Task statement
When you retype the data, keep every line exactly as it appears.
━━━━━ Records provided ━━━━━
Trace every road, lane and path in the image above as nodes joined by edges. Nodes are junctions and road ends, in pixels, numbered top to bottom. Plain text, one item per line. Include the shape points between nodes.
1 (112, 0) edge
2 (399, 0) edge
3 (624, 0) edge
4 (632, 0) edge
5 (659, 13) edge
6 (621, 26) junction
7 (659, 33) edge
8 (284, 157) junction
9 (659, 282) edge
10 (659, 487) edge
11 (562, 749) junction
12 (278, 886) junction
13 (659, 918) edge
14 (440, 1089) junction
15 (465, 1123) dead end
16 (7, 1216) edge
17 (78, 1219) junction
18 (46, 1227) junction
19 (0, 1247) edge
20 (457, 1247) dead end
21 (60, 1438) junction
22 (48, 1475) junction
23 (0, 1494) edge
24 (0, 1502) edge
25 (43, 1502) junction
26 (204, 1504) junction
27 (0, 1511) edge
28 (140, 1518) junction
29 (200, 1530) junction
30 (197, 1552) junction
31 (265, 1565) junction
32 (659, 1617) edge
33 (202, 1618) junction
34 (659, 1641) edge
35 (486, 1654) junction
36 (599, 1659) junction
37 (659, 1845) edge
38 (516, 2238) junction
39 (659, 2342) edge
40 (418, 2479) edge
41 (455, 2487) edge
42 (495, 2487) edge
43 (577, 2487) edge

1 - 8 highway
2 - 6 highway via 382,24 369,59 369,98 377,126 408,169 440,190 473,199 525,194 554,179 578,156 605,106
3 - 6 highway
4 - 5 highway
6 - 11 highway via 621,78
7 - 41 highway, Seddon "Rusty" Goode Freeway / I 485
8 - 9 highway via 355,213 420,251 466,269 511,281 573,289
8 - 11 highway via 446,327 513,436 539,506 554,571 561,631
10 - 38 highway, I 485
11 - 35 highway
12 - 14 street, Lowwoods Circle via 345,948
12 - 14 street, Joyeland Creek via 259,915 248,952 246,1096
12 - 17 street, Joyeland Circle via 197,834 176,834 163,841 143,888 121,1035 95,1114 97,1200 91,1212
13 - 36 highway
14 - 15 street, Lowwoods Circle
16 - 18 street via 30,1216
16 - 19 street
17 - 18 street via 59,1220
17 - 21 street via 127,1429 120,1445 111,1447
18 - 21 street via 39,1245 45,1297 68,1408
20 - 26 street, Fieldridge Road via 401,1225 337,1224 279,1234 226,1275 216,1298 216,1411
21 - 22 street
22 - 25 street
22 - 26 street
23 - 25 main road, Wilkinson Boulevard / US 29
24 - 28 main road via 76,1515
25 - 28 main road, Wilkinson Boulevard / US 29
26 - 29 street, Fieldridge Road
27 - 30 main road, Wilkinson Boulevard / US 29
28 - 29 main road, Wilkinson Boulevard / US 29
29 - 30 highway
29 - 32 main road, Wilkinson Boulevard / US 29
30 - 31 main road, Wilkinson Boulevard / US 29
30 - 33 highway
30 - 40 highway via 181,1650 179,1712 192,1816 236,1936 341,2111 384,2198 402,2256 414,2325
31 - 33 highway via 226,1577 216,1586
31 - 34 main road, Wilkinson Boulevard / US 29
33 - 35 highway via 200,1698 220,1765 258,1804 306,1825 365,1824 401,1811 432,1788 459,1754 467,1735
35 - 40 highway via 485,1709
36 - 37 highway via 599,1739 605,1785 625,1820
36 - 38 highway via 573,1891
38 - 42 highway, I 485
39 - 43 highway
━━━━━
Reply
Trace every road, lane and path in the image above as nodes joined by edges. Nodes are junctions and road ends, in pixels, numbered top to bottom. Plain text, one item per line. Include the shape points between nodes.
1 (112, 0) edge
2 (399, 0) edge
3 (624, 0) edge
4 (632, 0) edge
5 (659, 13) edge
6 (621, 26) junction
7 (659, 33) edge
8 (284, 157) junction
9 (659, 282) edge
10 (659, 487) edge
11 (562, 749) junction
12 (278, 886) junction
13 (659, 918) edge
14 (440, 1089) junction
15 (465, 1123) dead end
16 (7, 1216) edge
17 (78, 1219) junction
18 (46, 1227) junction
19 (0, 1247) edge
20 (457, 1247) dead end
21 (60, 1438) junction
22 (48, 1475) junction
23 (0, 1494) edge
24 (0, 1502) edge
25 (43, 1502) junction
26 (204, 1504) junction
27 (0, 1511) edge
28 (140, 1518) junction
29 (200, 1530) junction
30 (197, 1552) junction
31 (265, 1565) junction
32 (659, 1617) edge
33 (202, 1618) junction
34 (659, 1641) edge
35 (486, 1654) junction
36 (599, 1659) junction
37 (659, 1845) edge
38 (516, 2238) junction
39 (659, 2342) edge
40 (418, 2479) edge
41 (455, 2487) edge
42 (495, 2487) edge
43 (577, 2487) edge

1 - 8 highway
2 - 6 highway via 382,24 369,59 369,98 377,126 408,169 440,190 473,199 525,194 554,179 578,156 605,106
3 - 6 highway
4 - 5 highway
6 - 11 highway via 621,78
7 - 41 highway, Seddon "Rusty" Goode Freeway / I 485
8 - 9 highway via 355,213 420,251 466,269 511,281 573,289
8 - 11 highway via 446,327 513,436 539,506 554,571 561,631
10 - 38 highway, I 485
11 - 35 highway
12 - 14 street, Lowwoods Circle via 345,948
12 - 14 street, Joyeland Creek via 259,915 248,952 246,1096
12 - 17 street, Joyeland Circle via 197,834 176,834 163,841 143,888 121,1035 95,1114 97,1200 91,1212
13 - 36 highway
14 - 15 street, Lowwoods Circle
16 - 18 street via 30,1216
16 - 19 street
17 - 18 street via 59,1220
17 - 21 street via 127,1429 120,1445 111,1447
18 - 21 street via 39,1245 45,1297 68,1408
20 - 26 street, Fieldridge Road via 401,1225 337,1224 279,1234 226,1275 216,1298 216,1411
21 - 22 street
22 - 25 street
22 - 26 street
23 - 25 main road, Wilkinson Boulevard / US 29
24 - 28 main road via 76,1515
25 - 28 main road, Wilkinson Boulevard / US 29
26 - 29 street, Fieldridge Road
27 - 30 main road, Wilkinson Boulevard / US 29
28 - 29 main road, Wilkinson Boulevard / US 29
29 - 30 highway
29 - 32 main road, Wilkinson Boulevard / US 29
30 - 31 main road, Wilkinson Boulevard / US 29
30 - 33 highway
30 - 40 highway via 181,1650 179,1712 192,1816 236,1936 341,2111 384,2198 402,2256 414,2325
31 - 33 highway via 226,1577 216,1586
31 - 34 main road, Wilkinson Boulevard / US 29
33 - 35 highway via 200,1698 220,1765 258,1804 306,1825 365,1824 401,1811 432,1788 459,1754 467,1735
35 - 40 highway via 485,1709
36 - 37 highway via 599,1739 605,1785 625,1820
36 - 38 highway via 573,1891
38 - 42 highway, I 485
39 - 43 highway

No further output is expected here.